We are using the Java AWS SDK version 2.20.68 and the crt library version 0.21.16. We are downloading a directory and we are using the code supplied in the documentation. We are also seeing the files being created and the exception is thrown for every sub-directory after a successful download.

Is there any way we can work aorund this error or is there a version of the Java AWS SDK / crt library that we can use that does not have this error?

RRajdev avatar Nov 30 '23 23:11 RRajdev

I just tested the SDK version 2.21.34 and I don't see the exception anymore, can you test using version 2.21.34 or later?
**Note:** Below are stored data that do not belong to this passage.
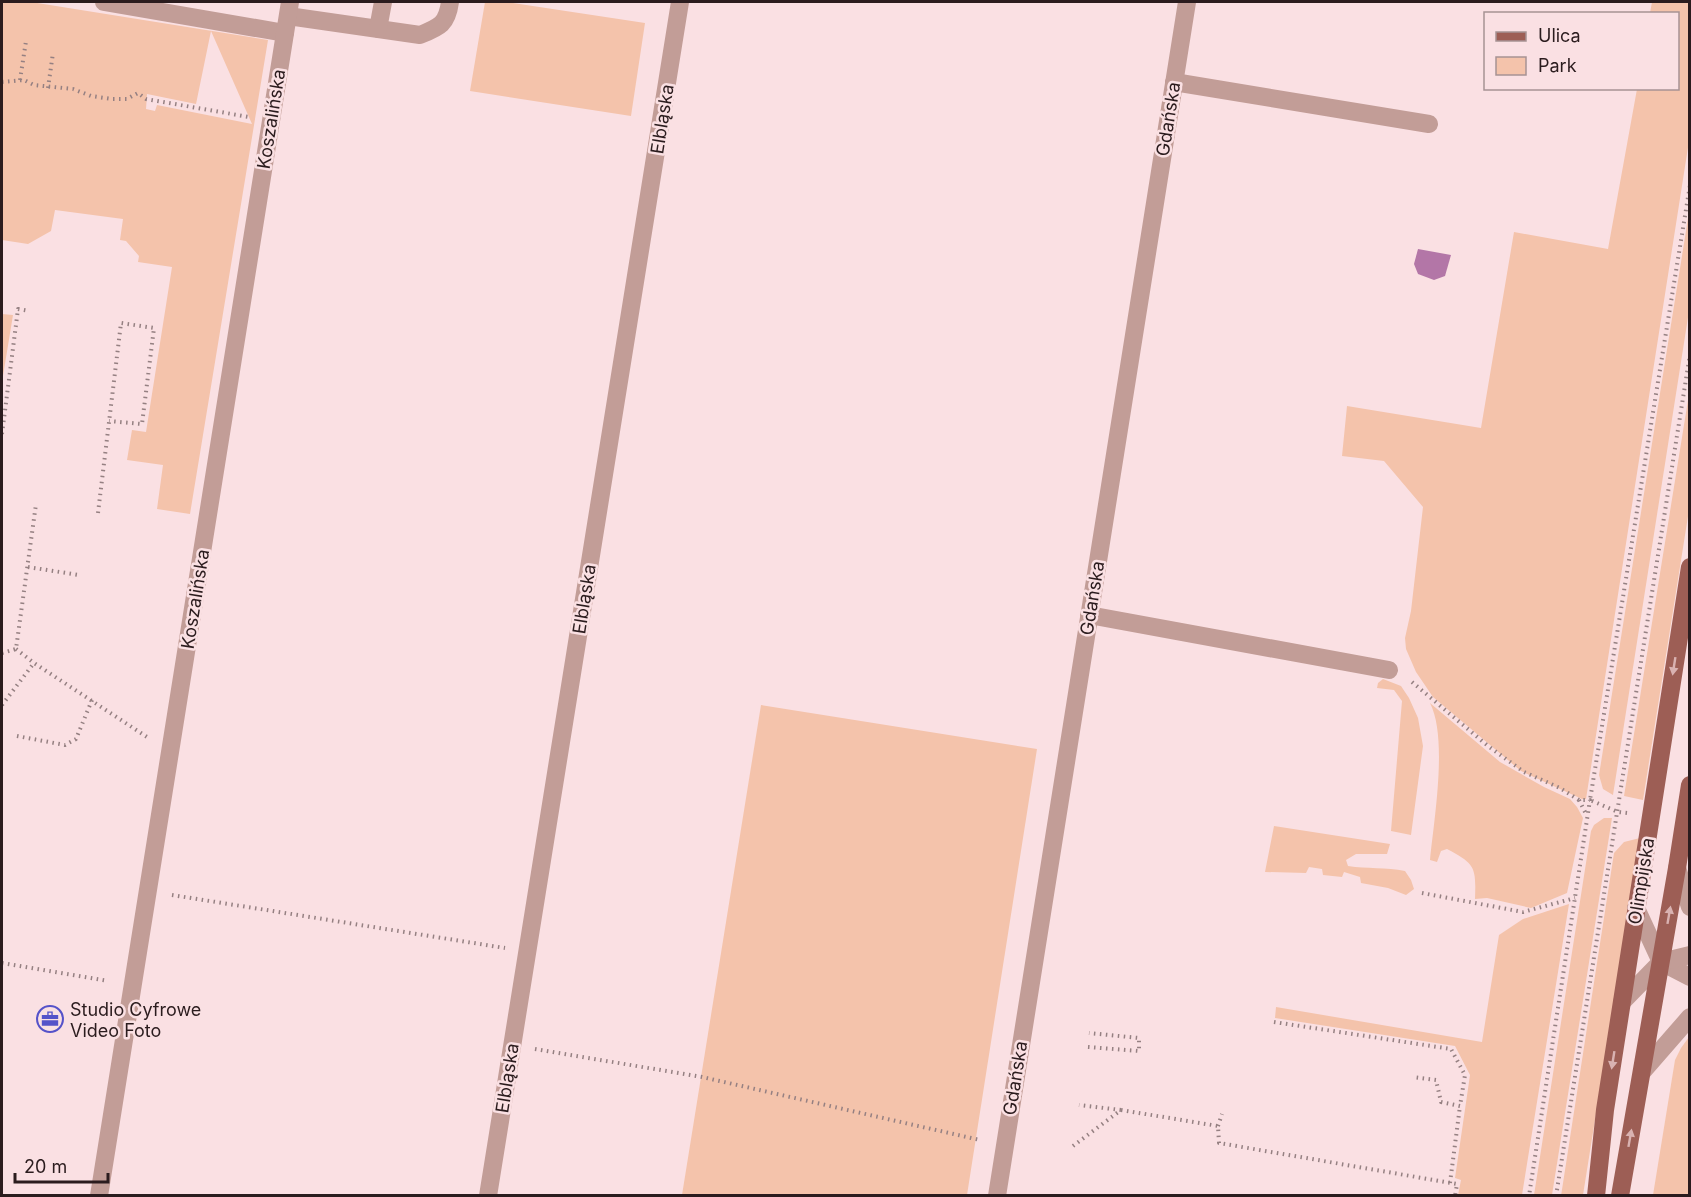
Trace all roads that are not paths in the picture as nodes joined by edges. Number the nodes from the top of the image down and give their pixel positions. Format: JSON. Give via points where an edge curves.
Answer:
{"nodes":[{"id":1,"x":104,"y":2,"type":"edge"},
{"id":2,"x":384,"y":2,"type":"edge"},
{"id":3,"x":450,"y":2,"type":"edge"},
{"id":4,"x":680,"y":2,"type":"edge"},
{"id":5,"x":1187,"y":2,"type":"edge"},
{"id":6,"x":288,"y":17,"type":"edge"},
{"id":7,"x":378,"y":29,"type":"junction"},
{"id":8,"x":1174,"y":82,"type":"junction"},
{"id":9,"x":1429,"y":124,"type":"dead end"},
{"id":10,"x":1689,"y":567,"type":"edge"},
{"id":11,"x":1089,"y":615,"type":"junction"},
{"id":12,"x":1389,"y":670,"type":"dead end"},
{"id":13,"x":1689,"y":785,"type":"edge"},
{"id":14,"x":1677,"y":868,"type":"junction"},
{"id":15,"x":1689,"y":907,"type":"edge"},
{"id":16,"x":1636,"y":908,"type":"junction"},
{"id":17,"x":1689,"y":955,"type":"edge"},
{"id":18,"x":1661,"y":962,"type":"junction"},
{"id":19,"x":1689,"y":977,"type":"edge"},
{"id":20,"x":1622,"y":1002,"type":"junction"},
{"id":21,"x":1689,"y":1017,"type":"edge"},
{"id":22,"x":1642,"y":1072,"type":"junction"},
{"id":23,"x":99,"y":1196,"type":"edge"},
{"id":24,"x":488,"y":1196,"type":"edge"},
{"id":25,"x":997,"y":1196,"type":"edge"},
{"id":26,"x":1596,"y":1196,"type":"edge"},
{"id":27,"x":1620,"y":1196,"type":"edge"}],
"edges":[{"from":1,"to":6,"type":"street"},
{"from":2,"to":7,"type":"street"},
{"from":3,"to":7,"type":"street","via":[[445,21],[420,35]]},
{"from":4,"to":24,"type":"street","name":"Elbląska"},
{"from":5,"to":8,"type":"street","name":"Gdańska"},
{"from":6,"to":7,"type":"street"},
{"from":6,"to":23,"type":"street","name":"Koszalińska"},
{"from":8,"to":9,"type":"street"},
{"from":8,"to":11,"type":"street","name":"Gdańska"},
{"from":10,"to":16,"type":"main road","name":"Olimpijska","one_way":true},
{"from":11,"to":12,"type":"street"},
{"from":11,"to":25,"type":"street","name":"Gdańska"},
{"from":13,"to":14,"type":"main road","name":"Olimpijska"},
{"from":14,"to":15,"type":"street"},
{"from":18,"to":14,"type":"main road","name":"Olimpijska","one_way":true},
{"from":16,"to":18,"type":"street"},
{"from":16,"to":20,"type":"main road","name":"Olimpijska"},
{"from":17,"to":18,"type":"street"},
{"from":18,"to":19,"type":"street"},
{"from":18,"to":20,"type":"street"},
{"from":18,"to":22,"type":"main road","name":"Olimpijska"},
{"from":20,"to":26,"type":"main road","name":"Olimpijska","one_way":true},
{"from":21,"to":22,"type":"street"},
{"from":27,"to":22,"type":"main road","name":"Olimpijska","one_way":true}]}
We recently upgraded the version of the crt client.

@rickyeng127 @euclio @RRajdev

debora-ito avatar Dec 08 '23 23:12 debora-ito

w are still getting the error with SDK v. 2.21.34 and the latest version of the crt client

RRajdev avatar Dec 11 '23 17:12 RRajdev

@RRajdev can you share the stacktrace with the error?
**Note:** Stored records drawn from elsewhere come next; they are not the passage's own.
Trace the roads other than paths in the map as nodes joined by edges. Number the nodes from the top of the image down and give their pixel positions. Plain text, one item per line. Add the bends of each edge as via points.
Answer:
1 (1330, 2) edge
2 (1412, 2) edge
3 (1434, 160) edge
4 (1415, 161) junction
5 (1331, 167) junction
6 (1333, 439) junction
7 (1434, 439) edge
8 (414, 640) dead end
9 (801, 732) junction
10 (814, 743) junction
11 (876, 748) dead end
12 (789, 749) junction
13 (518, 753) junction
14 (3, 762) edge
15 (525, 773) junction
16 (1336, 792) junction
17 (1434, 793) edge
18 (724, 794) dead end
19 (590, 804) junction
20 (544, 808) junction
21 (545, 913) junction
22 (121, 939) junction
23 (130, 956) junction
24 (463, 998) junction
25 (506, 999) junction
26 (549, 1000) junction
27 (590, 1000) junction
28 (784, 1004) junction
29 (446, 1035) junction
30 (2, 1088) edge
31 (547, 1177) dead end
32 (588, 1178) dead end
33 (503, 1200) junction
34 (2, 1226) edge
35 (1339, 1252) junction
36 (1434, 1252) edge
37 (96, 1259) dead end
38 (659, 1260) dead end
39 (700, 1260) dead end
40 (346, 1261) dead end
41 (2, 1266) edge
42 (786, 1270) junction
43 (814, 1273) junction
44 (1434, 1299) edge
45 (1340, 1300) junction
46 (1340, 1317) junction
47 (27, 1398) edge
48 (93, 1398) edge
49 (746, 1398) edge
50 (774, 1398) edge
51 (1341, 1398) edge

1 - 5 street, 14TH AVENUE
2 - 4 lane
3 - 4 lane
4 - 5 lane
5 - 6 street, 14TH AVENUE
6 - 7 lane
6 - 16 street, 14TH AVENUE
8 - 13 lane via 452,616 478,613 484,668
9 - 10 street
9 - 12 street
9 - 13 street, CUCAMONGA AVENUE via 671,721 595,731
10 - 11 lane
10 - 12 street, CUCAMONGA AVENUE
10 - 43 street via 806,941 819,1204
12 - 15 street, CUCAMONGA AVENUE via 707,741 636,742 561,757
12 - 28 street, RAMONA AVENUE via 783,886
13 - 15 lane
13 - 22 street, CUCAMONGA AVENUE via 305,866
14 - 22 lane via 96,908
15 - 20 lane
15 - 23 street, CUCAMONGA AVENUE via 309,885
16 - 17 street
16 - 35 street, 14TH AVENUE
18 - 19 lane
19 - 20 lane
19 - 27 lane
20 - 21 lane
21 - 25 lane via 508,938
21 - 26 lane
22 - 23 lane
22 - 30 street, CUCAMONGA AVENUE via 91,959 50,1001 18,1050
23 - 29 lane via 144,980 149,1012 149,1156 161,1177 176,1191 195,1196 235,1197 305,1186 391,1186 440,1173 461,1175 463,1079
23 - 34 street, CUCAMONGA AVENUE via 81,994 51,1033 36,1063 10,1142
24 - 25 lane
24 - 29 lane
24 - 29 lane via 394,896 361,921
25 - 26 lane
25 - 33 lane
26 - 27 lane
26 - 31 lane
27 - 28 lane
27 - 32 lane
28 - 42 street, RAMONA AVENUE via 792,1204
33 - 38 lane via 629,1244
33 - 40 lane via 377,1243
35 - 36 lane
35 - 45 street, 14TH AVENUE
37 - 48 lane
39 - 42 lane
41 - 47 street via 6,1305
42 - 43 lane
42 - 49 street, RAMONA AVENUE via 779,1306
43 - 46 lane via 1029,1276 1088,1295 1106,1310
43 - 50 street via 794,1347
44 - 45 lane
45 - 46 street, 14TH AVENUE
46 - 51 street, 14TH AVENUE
debora-ito avatar Dec 14 '23 23:12 debora-ito

@RRajdev I had a simillar issue with the SDK v 2.21.7. Not sure if it helps you or not, but for me it worked after adding the delimiter("/")..
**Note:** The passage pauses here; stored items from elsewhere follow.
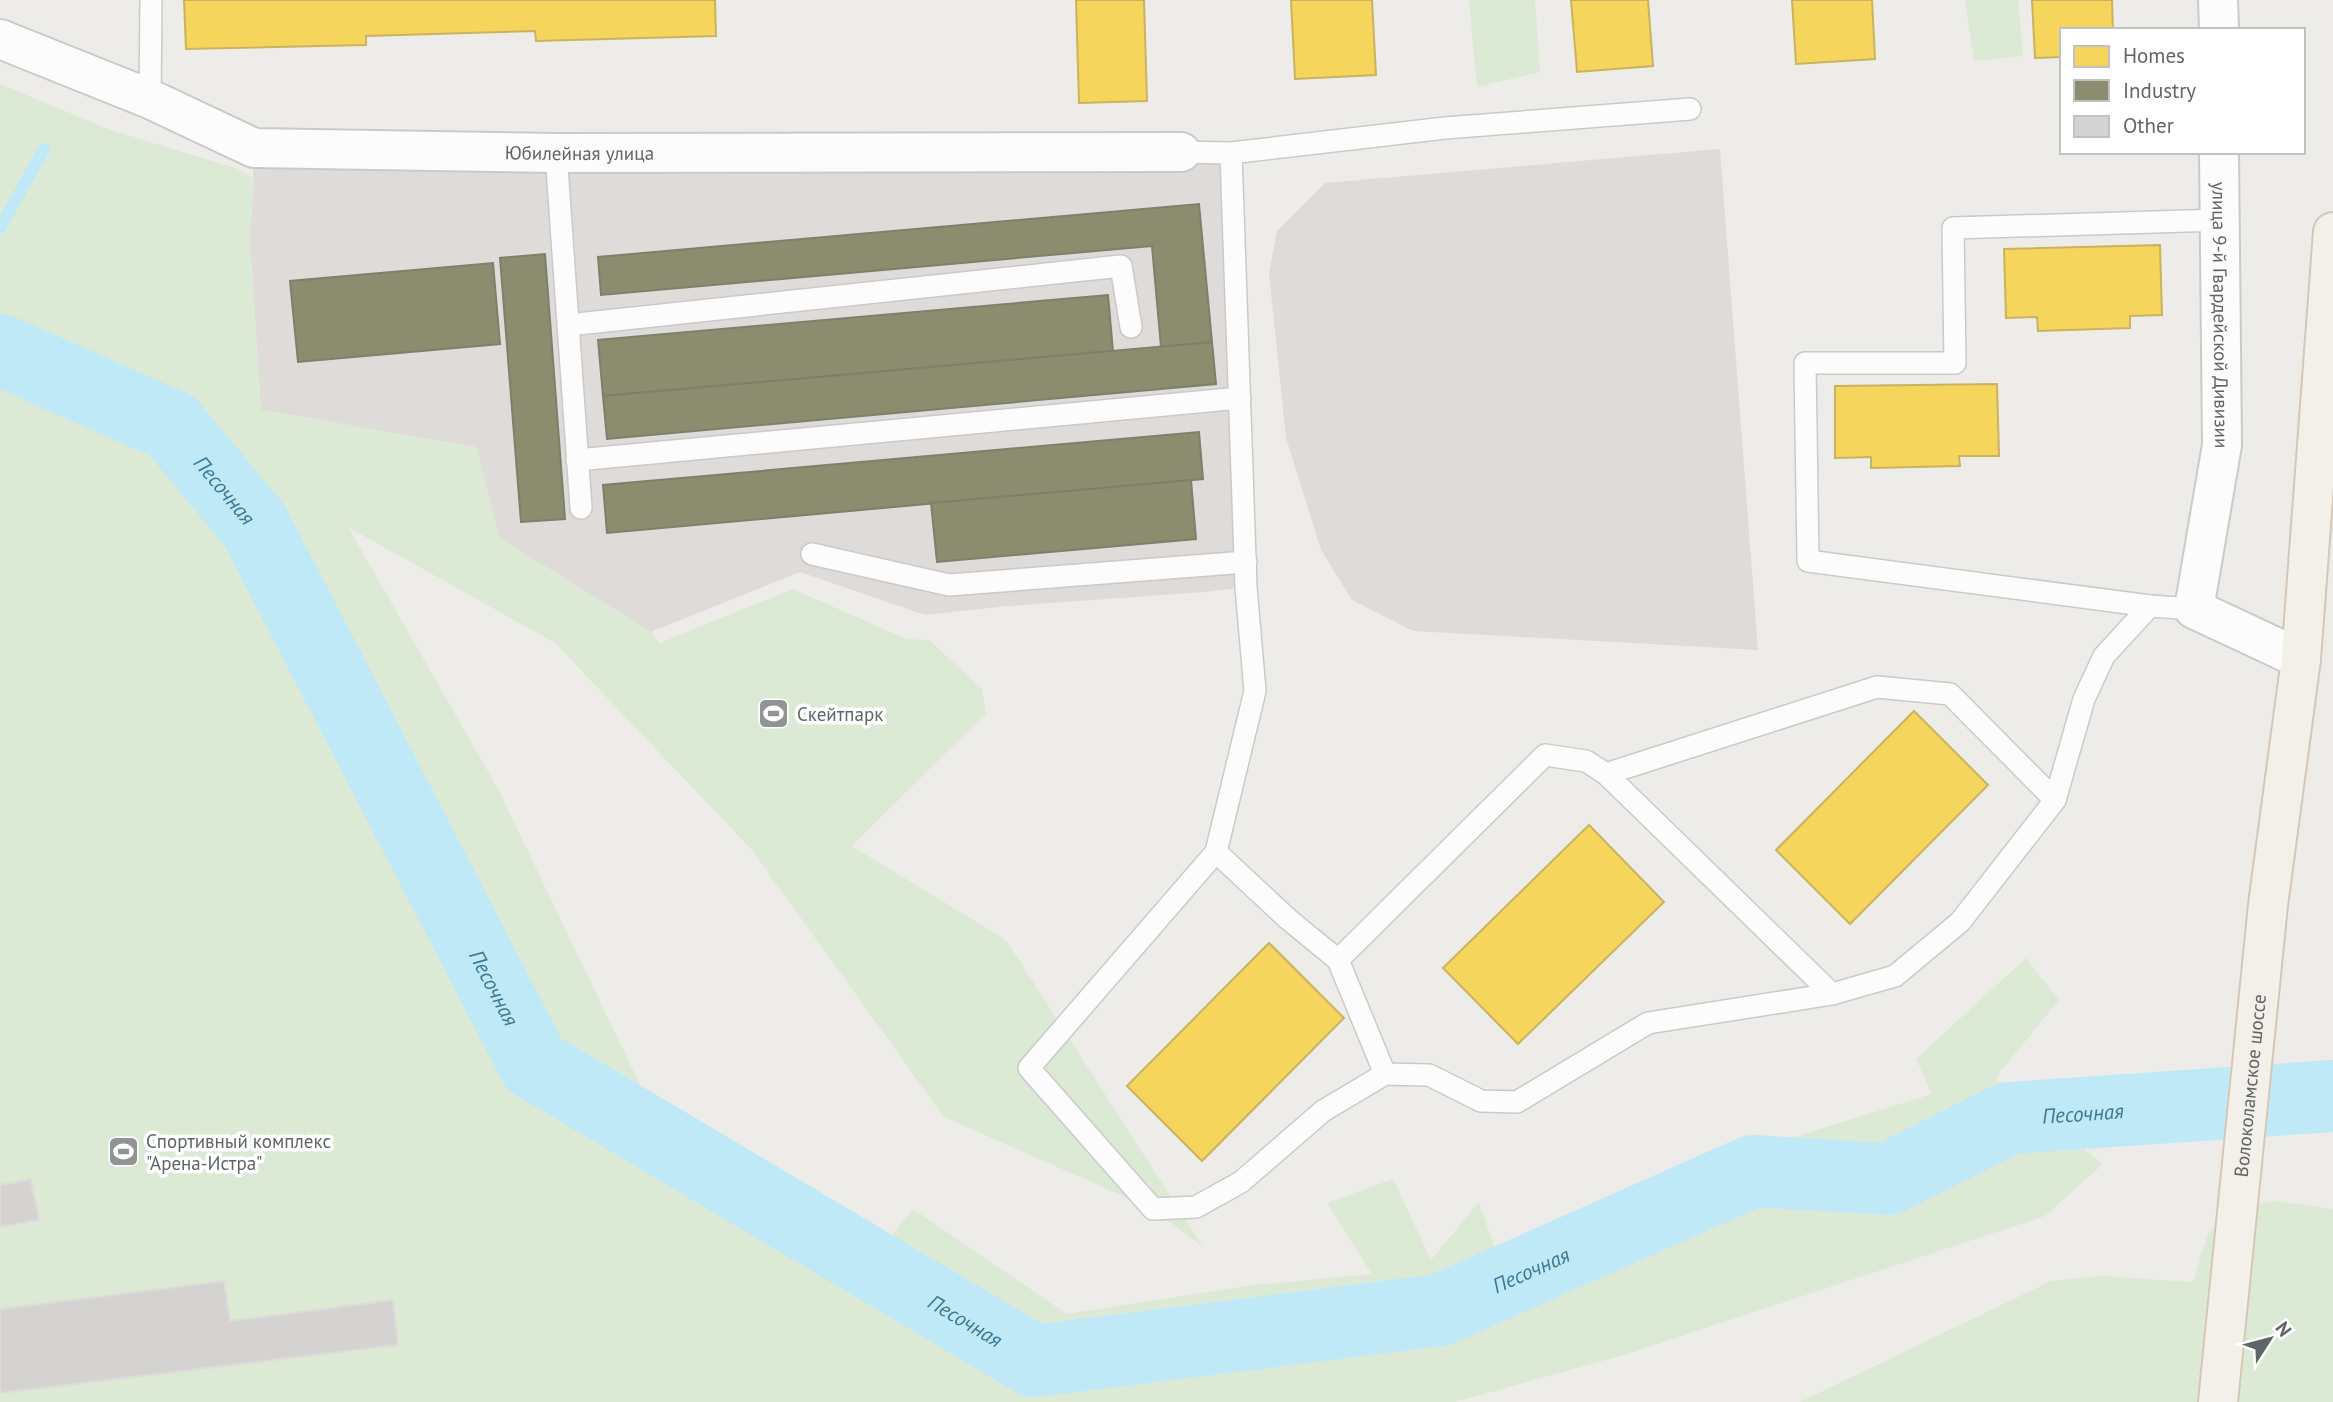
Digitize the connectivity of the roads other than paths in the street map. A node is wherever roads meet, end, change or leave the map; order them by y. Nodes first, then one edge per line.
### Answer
1 (152, 0) edge
2 (2218, 0) edge
3 (2219, 28) edge
4 (0, 39) edge
5 (150, 99) junction
6 (1690, 108) dead end
7 (1181, 152) joint
8 (556, 153) junction
9 (1231, 153) junction
10 (2219, 154) edge
11 (2220, 220) junction
12 (2333, 232) edge
13 (568, 325) junction
14 (1131, 327) dead end
15 (1240, 398) junction
16 (577, 460) junction
17 (581, 508) dead end
18 (812, 554) dead end
19 (1245, 562) junction
20 (2150, 606) junction
21 (2194, 609) junction
22 (2301, 659) junction
23 (1606, 774) junction
24 (2054, 800) junction
25 (1216, 852) junction
26 (1338, 960) junction
27 (1832, 994) junction
28 (1385, 1074) junction
29 (2218, 1402) edge

1 - 5 lane
2 - 3 street
4 - 5 street, Юбилейная улица
5 - 8 street, Юбилейная улица
6 - 9 lane
7 - 8 street, Юбилейная улица
7 - 9 lane
8 - 13 lane
9 - 15 lane
10 - 11 street, улица 9-й Гвардейской Дивизии
11 - 20 lane
11 - 21 street, улица 9-й Гвардейской Дивизии
12 - 22 main road
13 - 14 lane
13 - 16 lane
15 - 16 lane
15 - 19 lane
16 - 17 lane
18 - 19 lane
19 - 25 lane
20 - 21 lane
20 - 24 lane
21 - 22 street
22 - 29 main road, Волоколамское шоссе
23 - 24 lane
23 - 26 lane
23 - 27 lane
24 - 27 lane
25 - 26 lane
25 - 28 lane
26 - 28 lane
27 - 28 lane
 DownloadDirectoryRequest ddReq = DownloadDirectoryRequest.builder()
                .destination(pathToDownload)
                .bucket(bucket)
                .listObjectsV2RequestTransformer(l -> l.prefix(key).delimiter("/"))
                .downloadFileRequestTransformer(request -> request.addTransferListener(
                    listener))
                .build();

matanasoaei avatar Dec 15 '23 08:12 matanasoaei

@matanasoaei Thanks. Adding "/" helped resolve this issue.

asifsmohammed avatar Jan 08 '24 21:01 asifsmohammed